In a parallel-reality Britain in which people have Pokemon creatures as sidekicks, 21-year-old Tim (Smith) heads to the city after his police detective father dies in a car crash. Tim doesn't have a Pokemon of his own, and is shocked that he can understand the speech of his dad's Pikachu (voiced by Reynolds), who insists that something's fishy about that crash. As they investigate, they team up with reporter Lucy (Newton), who works for the powerful media empire run by Howard (Nighy) and his son Roger (Geere), who seem to be up to something nefarious.

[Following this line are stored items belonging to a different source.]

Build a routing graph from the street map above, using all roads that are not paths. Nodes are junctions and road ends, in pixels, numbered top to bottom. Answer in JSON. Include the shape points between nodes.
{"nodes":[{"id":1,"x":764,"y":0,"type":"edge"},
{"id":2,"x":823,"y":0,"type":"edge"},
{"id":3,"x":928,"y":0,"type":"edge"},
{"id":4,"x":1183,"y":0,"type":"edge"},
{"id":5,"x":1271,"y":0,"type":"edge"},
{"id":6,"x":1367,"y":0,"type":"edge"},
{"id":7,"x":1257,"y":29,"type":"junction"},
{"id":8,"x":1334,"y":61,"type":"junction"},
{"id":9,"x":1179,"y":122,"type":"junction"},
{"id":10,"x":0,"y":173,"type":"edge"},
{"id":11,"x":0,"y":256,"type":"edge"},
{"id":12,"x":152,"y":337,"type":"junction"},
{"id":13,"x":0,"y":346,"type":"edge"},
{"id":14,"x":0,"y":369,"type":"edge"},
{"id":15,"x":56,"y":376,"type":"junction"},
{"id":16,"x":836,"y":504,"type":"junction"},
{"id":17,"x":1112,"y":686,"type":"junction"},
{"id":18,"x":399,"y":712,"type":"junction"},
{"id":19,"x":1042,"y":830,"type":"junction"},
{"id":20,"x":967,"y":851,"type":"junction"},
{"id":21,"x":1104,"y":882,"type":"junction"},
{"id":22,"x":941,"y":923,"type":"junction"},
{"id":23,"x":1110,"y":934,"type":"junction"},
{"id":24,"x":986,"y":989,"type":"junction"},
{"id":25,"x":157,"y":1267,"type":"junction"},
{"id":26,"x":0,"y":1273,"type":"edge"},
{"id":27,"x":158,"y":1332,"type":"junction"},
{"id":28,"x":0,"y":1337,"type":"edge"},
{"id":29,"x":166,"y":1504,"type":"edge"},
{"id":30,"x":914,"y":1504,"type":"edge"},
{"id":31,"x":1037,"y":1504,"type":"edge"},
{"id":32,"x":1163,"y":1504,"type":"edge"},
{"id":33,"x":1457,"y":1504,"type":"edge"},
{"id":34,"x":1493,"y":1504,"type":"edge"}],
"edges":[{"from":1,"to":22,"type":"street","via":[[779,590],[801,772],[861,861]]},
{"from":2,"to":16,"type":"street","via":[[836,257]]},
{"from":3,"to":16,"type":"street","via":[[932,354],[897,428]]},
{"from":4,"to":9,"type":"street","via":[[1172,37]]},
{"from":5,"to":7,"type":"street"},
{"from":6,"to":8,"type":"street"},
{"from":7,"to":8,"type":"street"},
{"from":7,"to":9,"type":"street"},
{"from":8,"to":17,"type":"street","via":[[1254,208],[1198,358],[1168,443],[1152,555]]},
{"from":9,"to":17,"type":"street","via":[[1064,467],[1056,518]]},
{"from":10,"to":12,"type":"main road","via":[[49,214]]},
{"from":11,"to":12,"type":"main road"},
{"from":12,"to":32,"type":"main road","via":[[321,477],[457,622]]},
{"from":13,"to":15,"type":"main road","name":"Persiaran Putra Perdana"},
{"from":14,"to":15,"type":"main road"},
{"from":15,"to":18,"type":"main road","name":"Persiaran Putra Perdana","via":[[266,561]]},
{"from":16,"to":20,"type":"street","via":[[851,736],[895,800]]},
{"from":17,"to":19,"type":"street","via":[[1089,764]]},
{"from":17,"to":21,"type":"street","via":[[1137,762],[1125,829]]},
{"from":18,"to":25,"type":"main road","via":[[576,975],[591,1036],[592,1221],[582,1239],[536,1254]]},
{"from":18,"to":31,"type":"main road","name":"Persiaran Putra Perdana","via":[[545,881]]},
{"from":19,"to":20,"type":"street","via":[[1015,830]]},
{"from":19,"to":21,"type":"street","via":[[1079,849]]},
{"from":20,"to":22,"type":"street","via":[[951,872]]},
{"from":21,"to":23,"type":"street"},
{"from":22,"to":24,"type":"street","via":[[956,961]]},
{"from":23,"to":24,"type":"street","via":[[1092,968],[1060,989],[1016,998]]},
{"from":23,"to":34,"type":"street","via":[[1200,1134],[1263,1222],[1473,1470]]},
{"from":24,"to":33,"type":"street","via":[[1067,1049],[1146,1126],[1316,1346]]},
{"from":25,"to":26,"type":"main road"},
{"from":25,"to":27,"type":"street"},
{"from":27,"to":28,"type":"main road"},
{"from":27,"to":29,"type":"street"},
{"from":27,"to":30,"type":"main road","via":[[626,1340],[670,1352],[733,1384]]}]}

Frankly, the plot is nonsensically bonkers, and the main villain, a resurrected super-Pokemon called Mewtwo, is the most oddly plasticky creature among a sea of other singularly nutty critters. As these young people dig into the mystery, they find themselves in some mind-bending situations rendered with impressively inventive effects work. In one set-piece, the land itself folds up and around our heroes in menacing Inception-like chaos. And a parade celebrating the connections between humans and Pokemons becomes a soaring, manic action climax.
Smith is terrific as the film's lead, hugely engaging with a nicely hapless air about him. He's also a solid enough actor to sell the emotional connection he has with yellow furball Pikachu. Reynolds' voice work is consistently hilarious, a combination of sharp writing and improvisation that's like a PG version of Deadpool. Newton is cool and a little bland as the intrepid female lead. And the side characters provide plenty of villainy, wackiness, attitude, emotion as required.
There's a very loose message in here about the connections between living things, plus a few somewhat twisted daddy issues for a couple of characters. But the main point of this movie is to offer the audience some entertaining escapism into a world in which magical creatures make life more exciting, funnier and a lot more colourful. The film deserves to connect with audiences who are craving more humane action blockbusters. And it will most likely create a whole new craze for the game it's based on.
R E A D E R R E V I E W SStill waiting for your comments ... don't be shy.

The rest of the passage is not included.